Do outro lado do palco montado exclusivamente para a cerimônia, estavam dois amigos de mais ou menos dezessete anos cada. Eram velhos amigos de infância, de adolescência e seriam futuros compadres, padrinhos ou algo que lhes acontecesse no futuro. Estavam calados e muito tristes, pois as festividades não estavam bem para ambos. No mesmo dia, os dois terminaram com as namoradas. Era somente tristeza para cada um. Estavam amargurados e sempre esqueciam de tocar no assunto, mas era de imediato quando um dizia que no ano anterior ele estava com a namorada. O outro, da mesma forma, também lembrava do passado. Poderia ver algumas lágrimas surgirem nos olhos de ambos, pois eles amavam verdadeiramente as namoradas. A vida estava iniciando para ambos, porém sem as companheiras do futuro.

Uma senhora subiu ao púlpito. Estava ela vestida toda de preto. Usava-se um véu, também da cor preta, muito longo. O vestido dela na cor preta, o qual combinava com os sapatos e as meias. Tudo na cor preta. Com um pano onde se via pintado a face de Cristo, ela iniciava o cântico chamado de “Canto da Verônica”. Muito bonito e todo ele cantado na língua latim. Era acompanhada por um coral e parte da banda de música local.

Após a apresentação, o recém pároco pegou o microfone e iniciou o sermão...

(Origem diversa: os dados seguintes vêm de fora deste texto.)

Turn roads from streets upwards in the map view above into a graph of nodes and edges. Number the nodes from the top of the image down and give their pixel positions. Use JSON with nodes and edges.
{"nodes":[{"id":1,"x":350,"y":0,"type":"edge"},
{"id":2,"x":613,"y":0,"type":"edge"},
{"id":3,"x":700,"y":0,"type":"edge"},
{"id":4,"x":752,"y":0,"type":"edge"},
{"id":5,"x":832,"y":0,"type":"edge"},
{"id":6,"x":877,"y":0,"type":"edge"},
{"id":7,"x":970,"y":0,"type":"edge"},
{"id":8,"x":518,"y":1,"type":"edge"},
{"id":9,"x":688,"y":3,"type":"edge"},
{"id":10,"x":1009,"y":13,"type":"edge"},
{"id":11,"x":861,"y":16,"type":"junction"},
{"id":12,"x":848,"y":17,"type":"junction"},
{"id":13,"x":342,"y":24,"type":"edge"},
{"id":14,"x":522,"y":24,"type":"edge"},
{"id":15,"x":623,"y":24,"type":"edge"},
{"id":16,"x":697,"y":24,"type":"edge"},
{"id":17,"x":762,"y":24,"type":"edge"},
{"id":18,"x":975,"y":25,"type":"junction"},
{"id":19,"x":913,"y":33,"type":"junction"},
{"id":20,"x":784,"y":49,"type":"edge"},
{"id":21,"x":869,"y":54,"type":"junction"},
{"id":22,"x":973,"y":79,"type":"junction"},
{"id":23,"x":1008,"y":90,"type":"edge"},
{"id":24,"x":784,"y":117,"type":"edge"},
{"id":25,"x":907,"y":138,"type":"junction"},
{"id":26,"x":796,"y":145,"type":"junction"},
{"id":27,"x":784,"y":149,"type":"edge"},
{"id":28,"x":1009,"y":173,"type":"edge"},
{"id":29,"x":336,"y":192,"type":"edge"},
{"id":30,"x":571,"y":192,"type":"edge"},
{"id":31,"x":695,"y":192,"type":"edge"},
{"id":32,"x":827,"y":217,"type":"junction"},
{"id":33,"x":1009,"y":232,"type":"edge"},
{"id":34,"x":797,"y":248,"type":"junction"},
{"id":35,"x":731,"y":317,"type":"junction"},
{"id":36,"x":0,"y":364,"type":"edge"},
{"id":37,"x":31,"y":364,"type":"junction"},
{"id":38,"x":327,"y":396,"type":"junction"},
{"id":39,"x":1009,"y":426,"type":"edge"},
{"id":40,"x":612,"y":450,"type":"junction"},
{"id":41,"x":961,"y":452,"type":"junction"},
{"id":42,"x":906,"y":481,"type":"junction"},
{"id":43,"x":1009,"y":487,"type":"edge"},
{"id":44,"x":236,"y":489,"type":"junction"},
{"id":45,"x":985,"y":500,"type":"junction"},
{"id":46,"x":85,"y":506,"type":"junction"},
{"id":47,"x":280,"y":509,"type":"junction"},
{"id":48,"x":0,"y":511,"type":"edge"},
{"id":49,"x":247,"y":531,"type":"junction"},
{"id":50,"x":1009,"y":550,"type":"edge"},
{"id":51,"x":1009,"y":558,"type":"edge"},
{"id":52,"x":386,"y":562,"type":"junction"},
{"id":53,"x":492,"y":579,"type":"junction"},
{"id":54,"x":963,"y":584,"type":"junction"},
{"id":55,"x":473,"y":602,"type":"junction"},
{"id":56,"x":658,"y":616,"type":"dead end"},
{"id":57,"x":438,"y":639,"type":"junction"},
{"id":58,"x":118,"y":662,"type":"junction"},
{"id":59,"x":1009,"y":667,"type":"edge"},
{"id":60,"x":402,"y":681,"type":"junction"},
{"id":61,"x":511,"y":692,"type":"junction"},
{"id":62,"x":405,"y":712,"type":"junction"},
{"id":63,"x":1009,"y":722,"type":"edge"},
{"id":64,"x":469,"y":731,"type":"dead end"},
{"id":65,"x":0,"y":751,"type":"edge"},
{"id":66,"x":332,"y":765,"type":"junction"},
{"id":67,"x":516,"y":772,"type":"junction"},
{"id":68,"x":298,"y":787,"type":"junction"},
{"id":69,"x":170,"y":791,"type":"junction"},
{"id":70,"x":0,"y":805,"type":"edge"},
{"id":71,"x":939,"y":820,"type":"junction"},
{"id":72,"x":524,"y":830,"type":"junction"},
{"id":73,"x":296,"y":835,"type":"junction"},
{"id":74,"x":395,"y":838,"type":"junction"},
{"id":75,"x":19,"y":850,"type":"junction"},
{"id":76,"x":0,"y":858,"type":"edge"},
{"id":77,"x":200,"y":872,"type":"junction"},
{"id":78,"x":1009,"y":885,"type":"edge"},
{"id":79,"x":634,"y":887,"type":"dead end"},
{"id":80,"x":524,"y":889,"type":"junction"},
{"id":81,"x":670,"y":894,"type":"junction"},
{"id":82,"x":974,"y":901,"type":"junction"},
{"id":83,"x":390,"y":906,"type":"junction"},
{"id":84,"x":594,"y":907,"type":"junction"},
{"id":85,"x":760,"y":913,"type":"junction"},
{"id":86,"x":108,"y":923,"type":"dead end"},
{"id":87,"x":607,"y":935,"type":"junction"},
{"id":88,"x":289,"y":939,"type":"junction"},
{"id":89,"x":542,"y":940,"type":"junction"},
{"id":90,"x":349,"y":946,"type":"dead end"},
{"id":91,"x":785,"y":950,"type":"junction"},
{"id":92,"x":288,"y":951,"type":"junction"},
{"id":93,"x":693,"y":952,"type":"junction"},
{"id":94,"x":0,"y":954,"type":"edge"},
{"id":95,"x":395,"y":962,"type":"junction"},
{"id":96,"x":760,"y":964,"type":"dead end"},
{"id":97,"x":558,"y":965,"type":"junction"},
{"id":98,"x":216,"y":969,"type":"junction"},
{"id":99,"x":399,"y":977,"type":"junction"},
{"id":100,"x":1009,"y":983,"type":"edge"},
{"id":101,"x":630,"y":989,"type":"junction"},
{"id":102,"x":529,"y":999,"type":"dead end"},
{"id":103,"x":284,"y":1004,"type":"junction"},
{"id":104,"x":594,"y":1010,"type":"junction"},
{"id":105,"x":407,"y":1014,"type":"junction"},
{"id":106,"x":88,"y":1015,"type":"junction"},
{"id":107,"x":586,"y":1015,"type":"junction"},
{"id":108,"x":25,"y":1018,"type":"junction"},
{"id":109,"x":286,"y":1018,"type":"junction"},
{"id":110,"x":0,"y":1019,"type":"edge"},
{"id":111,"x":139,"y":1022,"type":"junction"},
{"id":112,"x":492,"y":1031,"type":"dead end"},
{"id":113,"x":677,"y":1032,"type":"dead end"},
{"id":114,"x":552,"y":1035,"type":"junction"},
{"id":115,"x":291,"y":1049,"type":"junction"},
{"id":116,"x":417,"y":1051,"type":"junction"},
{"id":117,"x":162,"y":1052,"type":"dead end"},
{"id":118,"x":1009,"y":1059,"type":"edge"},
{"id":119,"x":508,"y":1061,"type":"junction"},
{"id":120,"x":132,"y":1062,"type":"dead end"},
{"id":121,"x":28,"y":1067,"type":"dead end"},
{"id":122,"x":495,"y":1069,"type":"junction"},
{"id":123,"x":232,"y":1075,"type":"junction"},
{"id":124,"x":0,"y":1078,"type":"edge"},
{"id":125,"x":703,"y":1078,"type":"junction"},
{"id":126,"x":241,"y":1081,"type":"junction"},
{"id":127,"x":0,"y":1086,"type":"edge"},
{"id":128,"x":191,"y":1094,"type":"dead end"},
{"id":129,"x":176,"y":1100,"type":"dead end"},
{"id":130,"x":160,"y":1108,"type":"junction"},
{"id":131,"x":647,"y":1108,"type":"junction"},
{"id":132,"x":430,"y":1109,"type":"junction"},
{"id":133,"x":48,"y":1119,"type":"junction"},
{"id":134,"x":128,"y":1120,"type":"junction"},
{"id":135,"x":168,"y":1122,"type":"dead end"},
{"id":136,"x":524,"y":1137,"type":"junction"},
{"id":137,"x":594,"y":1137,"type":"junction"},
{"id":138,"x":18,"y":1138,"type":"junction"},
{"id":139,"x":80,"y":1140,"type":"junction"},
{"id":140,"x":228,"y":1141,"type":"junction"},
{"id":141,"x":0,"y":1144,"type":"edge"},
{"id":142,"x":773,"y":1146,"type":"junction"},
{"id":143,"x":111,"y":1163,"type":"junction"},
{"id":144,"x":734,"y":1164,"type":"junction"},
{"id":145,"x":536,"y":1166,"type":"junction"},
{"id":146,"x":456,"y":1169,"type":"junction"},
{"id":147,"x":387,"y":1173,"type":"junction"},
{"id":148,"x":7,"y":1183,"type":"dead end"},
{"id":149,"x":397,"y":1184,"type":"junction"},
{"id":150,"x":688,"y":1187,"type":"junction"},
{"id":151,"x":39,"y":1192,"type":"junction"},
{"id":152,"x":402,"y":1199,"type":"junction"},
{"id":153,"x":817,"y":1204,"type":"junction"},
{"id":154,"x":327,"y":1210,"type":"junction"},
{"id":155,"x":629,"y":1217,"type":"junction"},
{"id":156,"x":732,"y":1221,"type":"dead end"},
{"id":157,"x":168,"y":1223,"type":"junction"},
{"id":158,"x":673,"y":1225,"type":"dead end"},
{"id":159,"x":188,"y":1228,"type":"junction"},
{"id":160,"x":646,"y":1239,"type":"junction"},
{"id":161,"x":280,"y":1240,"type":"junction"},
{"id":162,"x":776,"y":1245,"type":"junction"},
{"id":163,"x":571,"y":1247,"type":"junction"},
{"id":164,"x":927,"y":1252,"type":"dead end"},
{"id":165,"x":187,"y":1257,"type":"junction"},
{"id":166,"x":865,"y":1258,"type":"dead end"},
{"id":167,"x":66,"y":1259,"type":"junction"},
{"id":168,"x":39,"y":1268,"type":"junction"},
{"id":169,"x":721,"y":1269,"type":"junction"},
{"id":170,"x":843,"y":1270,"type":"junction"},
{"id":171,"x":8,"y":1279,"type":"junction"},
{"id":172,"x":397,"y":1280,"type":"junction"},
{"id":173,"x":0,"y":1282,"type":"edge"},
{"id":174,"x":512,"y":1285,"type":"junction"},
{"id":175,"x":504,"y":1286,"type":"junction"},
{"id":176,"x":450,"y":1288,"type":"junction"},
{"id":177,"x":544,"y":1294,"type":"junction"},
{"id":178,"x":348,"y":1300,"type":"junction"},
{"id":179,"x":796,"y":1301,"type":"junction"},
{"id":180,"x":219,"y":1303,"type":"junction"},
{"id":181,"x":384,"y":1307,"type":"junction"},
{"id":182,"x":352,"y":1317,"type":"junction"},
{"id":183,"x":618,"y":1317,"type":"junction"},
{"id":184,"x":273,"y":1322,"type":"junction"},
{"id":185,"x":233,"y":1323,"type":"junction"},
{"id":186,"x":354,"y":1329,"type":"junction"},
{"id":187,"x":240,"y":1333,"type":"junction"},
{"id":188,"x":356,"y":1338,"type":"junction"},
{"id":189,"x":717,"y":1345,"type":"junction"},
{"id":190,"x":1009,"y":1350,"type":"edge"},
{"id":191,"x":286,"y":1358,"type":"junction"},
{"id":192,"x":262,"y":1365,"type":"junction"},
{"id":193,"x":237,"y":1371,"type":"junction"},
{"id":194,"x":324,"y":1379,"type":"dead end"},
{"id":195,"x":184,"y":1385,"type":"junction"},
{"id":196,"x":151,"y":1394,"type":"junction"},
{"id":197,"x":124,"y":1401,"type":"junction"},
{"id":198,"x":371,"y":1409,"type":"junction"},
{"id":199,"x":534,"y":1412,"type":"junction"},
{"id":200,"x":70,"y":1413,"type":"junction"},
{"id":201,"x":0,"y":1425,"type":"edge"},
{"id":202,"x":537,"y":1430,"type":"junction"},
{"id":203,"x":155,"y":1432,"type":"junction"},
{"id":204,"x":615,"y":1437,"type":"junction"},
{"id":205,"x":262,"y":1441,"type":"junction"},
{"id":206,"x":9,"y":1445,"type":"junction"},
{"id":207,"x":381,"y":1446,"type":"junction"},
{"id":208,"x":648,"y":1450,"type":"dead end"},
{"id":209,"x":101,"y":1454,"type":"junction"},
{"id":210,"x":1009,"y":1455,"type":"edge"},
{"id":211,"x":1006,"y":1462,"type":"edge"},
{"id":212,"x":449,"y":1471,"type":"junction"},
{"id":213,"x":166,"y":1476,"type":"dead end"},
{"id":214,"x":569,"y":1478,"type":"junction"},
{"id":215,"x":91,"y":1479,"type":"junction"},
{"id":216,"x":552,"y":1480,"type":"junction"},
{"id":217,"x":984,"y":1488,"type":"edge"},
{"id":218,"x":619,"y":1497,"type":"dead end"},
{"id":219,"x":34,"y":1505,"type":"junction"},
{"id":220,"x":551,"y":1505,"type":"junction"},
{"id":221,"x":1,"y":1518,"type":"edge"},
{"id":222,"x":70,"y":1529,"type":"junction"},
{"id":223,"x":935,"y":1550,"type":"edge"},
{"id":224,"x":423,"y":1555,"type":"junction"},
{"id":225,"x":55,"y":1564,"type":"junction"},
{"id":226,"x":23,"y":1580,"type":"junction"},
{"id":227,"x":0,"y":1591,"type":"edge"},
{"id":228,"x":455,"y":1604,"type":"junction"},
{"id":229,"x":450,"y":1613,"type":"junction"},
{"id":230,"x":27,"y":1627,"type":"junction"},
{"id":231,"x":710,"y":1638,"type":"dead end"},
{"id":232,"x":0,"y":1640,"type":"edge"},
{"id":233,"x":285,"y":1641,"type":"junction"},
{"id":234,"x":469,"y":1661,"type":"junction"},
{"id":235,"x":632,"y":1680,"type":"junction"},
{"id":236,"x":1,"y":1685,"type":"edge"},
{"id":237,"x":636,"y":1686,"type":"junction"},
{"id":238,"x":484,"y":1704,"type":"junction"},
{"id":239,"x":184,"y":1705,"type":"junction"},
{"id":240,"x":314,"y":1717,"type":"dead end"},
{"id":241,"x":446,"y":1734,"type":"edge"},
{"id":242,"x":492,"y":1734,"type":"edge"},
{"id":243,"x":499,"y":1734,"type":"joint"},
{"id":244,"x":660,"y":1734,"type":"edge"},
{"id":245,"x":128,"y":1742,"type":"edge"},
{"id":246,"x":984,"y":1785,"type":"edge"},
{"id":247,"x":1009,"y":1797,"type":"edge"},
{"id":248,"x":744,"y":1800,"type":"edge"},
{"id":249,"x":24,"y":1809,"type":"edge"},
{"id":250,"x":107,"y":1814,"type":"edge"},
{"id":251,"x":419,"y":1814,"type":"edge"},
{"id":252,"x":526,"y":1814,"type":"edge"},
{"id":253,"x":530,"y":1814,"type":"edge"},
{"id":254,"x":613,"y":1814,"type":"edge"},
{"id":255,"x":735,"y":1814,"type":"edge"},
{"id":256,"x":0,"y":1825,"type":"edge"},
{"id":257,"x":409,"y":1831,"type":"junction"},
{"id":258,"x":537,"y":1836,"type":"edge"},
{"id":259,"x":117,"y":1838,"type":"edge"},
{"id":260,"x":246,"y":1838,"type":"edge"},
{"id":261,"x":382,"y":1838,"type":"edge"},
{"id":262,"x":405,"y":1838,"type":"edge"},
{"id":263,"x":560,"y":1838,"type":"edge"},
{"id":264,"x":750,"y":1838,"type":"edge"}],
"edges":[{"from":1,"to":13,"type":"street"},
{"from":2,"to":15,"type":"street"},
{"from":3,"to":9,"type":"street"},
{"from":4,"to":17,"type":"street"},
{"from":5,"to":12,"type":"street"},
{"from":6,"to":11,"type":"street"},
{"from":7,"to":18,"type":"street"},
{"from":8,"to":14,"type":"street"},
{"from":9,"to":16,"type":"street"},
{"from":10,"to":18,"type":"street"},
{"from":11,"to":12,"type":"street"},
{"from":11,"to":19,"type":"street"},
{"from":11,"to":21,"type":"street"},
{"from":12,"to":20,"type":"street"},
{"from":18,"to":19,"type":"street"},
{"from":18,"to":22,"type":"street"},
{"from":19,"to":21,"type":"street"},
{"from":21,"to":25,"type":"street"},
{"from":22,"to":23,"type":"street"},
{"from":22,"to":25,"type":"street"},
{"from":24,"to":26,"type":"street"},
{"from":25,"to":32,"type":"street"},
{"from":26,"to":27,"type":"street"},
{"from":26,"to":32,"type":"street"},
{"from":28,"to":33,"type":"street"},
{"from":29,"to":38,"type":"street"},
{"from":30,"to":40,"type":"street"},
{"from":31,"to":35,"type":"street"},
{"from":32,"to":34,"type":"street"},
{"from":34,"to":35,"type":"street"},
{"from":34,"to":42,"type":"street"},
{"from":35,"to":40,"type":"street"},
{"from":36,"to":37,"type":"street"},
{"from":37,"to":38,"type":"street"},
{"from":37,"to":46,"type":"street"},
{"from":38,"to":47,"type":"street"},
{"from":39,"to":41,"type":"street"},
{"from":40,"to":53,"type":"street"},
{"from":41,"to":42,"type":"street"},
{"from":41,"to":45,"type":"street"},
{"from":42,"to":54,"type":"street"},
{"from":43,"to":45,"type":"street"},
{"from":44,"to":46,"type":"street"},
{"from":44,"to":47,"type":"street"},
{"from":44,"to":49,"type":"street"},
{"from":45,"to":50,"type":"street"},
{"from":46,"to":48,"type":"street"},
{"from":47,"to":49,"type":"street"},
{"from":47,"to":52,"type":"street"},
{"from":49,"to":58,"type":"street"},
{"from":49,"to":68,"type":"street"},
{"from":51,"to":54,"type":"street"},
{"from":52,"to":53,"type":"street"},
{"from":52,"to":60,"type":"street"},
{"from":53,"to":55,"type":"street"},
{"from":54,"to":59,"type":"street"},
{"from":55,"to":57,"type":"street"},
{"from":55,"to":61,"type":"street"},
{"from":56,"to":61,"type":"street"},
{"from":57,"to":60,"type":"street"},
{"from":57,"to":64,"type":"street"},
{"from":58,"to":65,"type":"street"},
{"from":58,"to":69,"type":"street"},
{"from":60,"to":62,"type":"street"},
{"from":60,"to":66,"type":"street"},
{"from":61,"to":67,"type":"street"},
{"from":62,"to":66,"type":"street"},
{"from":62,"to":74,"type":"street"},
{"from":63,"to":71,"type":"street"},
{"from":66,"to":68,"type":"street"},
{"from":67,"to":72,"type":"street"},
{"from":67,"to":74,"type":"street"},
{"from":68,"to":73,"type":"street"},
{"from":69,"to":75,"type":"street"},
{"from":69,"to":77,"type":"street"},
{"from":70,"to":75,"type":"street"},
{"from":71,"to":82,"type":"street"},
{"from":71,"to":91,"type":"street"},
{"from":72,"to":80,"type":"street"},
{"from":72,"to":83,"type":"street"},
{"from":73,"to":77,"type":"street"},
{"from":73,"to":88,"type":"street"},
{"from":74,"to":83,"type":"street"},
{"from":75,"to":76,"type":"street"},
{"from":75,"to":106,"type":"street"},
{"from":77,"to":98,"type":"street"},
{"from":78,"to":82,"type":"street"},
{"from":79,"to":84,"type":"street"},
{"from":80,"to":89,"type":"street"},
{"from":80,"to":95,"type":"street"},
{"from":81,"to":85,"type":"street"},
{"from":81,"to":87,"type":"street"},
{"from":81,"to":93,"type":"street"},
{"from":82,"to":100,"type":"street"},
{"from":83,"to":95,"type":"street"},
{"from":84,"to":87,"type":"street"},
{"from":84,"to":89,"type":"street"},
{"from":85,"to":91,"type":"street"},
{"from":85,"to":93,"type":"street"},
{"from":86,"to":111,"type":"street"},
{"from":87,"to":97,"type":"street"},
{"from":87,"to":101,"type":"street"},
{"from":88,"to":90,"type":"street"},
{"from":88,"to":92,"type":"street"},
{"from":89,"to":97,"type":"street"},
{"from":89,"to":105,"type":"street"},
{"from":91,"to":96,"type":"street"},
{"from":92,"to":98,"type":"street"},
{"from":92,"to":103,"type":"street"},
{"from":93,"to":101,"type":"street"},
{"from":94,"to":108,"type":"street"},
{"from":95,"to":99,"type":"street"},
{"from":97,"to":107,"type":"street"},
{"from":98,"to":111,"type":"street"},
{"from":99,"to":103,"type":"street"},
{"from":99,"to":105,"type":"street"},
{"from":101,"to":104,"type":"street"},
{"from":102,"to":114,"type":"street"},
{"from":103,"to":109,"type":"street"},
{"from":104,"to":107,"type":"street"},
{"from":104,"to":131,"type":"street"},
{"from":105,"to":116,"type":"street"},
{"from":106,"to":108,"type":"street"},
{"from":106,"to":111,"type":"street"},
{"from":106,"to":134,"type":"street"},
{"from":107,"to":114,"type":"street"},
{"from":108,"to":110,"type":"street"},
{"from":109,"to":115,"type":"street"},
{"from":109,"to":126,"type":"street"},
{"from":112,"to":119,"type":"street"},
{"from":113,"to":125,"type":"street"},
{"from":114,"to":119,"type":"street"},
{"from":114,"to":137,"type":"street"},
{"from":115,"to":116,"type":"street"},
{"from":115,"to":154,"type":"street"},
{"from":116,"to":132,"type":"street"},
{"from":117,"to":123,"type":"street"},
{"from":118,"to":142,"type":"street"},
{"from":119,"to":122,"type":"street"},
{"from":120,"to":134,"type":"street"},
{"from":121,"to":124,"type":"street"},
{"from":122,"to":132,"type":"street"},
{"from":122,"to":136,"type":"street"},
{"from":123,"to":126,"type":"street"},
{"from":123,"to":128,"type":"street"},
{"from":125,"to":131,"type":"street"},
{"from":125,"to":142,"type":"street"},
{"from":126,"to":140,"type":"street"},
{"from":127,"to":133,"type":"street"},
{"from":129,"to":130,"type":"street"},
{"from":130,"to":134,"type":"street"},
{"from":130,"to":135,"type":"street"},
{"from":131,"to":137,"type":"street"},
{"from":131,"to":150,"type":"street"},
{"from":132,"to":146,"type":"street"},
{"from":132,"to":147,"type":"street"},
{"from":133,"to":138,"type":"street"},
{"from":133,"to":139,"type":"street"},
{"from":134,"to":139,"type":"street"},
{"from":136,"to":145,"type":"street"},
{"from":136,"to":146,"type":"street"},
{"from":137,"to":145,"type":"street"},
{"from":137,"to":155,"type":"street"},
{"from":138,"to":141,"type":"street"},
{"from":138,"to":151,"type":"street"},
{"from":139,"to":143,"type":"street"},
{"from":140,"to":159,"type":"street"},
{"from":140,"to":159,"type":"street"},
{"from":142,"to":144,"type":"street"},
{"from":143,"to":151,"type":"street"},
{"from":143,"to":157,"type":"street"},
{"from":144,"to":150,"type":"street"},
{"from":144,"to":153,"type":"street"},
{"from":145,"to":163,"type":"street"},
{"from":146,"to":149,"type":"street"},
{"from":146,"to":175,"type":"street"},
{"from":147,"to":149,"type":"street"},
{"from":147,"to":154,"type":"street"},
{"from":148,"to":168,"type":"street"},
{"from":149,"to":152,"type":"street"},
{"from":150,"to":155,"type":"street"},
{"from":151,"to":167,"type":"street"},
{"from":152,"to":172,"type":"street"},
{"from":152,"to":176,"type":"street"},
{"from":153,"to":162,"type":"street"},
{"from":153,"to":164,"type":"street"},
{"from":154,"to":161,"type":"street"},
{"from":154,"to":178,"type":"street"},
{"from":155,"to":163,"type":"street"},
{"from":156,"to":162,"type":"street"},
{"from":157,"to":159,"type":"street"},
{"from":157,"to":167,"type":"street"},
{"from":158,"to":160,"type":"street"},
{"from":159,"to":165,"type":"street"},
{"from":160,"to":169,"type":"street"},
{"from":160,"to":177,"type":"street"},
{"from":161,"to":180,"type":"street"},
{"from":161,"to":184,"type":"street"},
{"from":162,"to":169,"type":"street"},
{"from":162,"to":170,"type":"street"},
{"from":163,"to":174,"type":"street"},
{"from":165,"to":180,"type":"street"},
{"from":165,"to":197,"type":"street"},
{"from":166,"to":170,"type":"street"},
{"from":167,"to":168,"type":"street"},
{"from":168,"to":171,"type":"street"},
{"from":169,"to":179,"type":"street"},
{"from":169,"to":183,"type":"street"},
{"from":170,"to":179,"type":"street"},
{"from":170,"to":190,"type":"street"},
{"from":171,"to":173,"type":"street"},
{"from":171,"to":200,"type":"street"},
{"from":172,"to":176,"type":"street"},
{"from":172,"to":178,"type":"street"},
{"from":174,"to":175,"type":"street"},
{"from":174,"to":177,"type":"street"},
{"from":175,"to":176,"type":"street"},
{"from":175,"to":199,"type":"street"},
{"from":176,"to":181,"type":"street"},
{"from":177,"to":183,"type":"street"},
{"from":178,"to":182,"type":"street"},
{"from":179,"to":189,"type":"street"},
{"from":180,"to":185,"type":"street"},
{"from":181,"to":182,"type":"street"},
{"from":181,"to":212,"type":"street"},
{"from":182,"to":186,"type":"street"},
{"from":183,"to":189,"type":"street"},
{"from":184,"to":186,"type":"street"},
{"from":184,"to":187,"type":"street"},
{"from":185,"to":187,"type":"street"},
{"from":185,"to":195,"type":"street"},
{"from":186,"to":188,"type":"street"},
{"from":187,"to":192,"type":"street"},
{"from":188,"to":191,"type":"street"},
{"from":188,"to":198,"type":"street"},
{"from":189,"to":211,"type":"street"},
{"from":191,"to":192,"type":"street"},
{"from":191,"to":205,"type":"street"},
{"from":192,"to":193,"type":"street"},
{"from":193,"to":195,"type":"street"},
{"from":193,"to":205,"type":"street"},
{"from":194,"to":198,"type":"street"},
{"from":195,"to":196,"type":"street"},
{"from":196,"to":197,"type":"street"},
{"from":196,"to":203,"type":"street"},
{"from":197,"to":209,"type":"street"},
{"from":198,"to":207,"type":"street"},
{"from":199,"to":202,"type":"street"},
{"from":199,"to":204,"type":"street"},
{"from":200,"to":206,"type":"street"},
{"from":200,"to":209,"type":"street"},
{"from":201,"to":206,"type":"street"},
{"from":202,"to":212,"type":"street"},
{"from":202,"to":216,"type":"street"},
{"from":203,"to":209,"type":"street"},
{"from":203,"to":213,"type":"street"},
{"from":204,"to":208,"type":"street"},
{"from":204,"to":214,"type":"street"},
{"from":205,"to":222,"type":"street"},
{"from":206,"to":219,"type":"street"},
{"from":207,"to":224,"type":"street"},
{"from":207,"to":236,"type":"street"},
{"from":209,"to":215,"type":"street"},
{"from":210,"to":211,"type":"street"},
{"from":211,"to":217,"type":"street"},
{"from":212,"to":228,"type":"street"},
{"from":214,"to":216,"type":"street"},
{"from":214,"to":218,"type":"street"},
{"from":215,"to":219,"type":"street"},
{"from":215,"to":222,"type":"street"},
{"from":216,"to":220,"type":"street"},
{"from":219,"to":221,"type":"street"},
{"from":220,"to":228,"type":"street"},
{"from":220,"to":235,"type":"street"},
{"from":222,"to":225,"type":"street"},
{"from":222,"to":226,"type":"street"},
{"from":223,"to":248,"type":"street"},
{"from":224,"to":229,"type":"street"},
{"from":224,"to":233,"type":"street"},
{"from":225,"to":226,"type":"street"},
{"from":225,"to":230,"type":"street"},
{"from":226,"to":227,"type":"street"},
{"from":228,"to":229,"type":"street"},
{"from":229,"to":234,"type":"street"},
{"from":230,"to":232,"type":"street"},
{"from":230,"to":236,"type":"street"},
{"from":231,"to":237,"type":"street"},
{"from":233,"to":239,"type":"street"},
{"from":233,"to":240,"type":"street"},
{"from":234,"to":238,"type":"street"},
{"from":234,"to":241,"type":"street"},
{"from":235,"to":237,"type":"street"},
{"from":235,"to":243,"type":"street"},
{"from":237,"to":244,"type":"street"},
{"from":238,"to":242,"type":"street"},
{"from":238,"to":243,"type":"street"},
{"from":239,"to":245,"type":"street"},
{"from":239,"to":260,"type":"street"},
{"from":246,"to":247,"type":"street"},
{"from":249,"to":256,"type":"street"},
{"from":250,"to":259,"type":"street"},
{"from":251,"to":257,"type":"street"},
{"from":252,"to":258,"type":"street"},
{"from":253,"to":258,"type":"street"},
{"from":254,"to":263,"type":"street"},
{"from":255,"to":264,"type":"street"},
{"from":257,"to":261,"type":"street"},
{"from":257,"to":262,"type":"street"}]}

- Aos homens que passam por este caminho. Às mulheres que labutam em suas casas e sempre acompanhadas dos esposos. São dores da vida, são momentos dolosos e momentos felizes. Quem ainda não teve o seu namorado, a sua namorada, a sua noiva, o seu noivo, o seu esposo e a sua esposa. Tantos momentos bons passados, quantos abraços, quantas trocas de carinhos um para o outro. Vejam, portanto a imagem de Cristo pregado no lenho desta cruz...

Os dois amigos estavam atentos às belas palavras do recém pároco. Ele é muito amigo dos dois e os familiares eram vizinhos. As palavras foram dominando os espíritos dos dois e contagiavam a alma. Esqueciam, naquele momento, dos problemas amorosos. Nem mesmo pensavam na tristeza do final do namoro. O padre continuava...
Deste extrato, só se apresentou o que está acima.